Make an exact copy of the entries below and leave any picture out of it.
##########
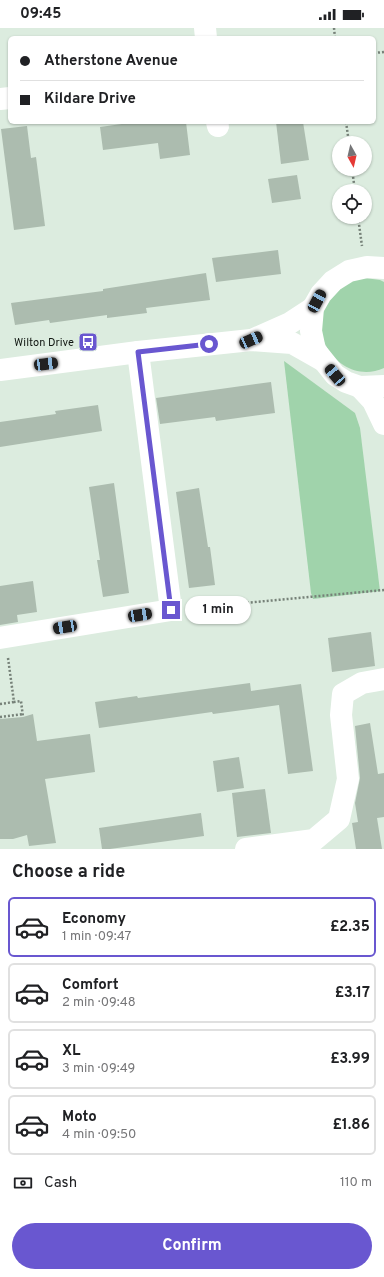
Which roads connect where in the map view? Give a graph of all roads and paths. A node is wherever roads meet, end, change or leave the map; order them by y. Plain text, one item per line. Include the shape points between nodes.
1 (346, 124) edge
2 (347, 136) edge
3 (359, 224) edge
4 (375, 267) edge
5 (313, 308) junction
6 (251, 340) junction
7 (138, 352) junction
8 (322, 360) junction
9 (0, 370) edge
10 (384, 386) edge
11 (360, 387) junction
12 (384, 424) edge
13 (384, 590) edge
14 (171, 610) junction
15 (2, 637) edge
16 (384, 679) edge
17 (14, 702) junction
18 (0, 704) edge
19 (0, 717) edge
20 (246, 849) edge

1 - 2 path
3 - 4 path via 362,247
4 - 5 street via 349,271 333,280
5 - 6 street via 290,323
5 - 8 street via 311,331 315,350
6 - 7 street
6 - 8 street via 292,343
7 - 9 street
7 - 14 street
8 - 11 street via 335,375
10 - 11 street
11 - 12 street via 373,402
13 - 14 path
14 - 15 street
15 - 17 path
16 - 20 street via 362,682 343,694 341,714 348,778 339,819 314,840
17 - 18 path
17 - 19 path via 21,701 23,715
##########
§ Answer for the task
Which roads connect where in the map view? Give a graph of all roads and paths. A node is wherever roads meet, end, change or leave the map; order them by y. Plain text, one item per line. Include the shape points between nodes.
1 (346, 124) edge
2 (347, 136) edge
3 (359, 224) edge
4 (375, 267) edge
5 (313, 308) junction
6 (251, 340) junction
7 (138, 352) junction
8 (322, 360) junction
9 (0, 370) edge
10 (384, 386) edge
11 (360, 387) junction
12 (384, 424) edge
13 (384, 590) edge
14 (171, 610) junction
15 (2, 637) edge
16 (384, 679) edge
17 (14, 702) junction
18 (0, 704) edge
19 (0, 717) edge
20 (246, 849) edge

1 - 2 path
3 - 4 path via 362,247
4 - 5 street via 349,271 333,280
5 - 6 street via 290,323
5 - 8 street via 311,331 315,350
6 - 7 street
6 - 8 street via 292,343
7 - 9 street
7 - 14 street
8 - 11 street via 335,375
10 - 11 street
11 - 12 street via 373,402
13 - 14 path
14 - 15 street
15 - 17 path
16 - 20 street via 362,682 343,694 341,714 348,778 339,819 314,840
17 - 18 path
17 - 19 path via 21,701 23,715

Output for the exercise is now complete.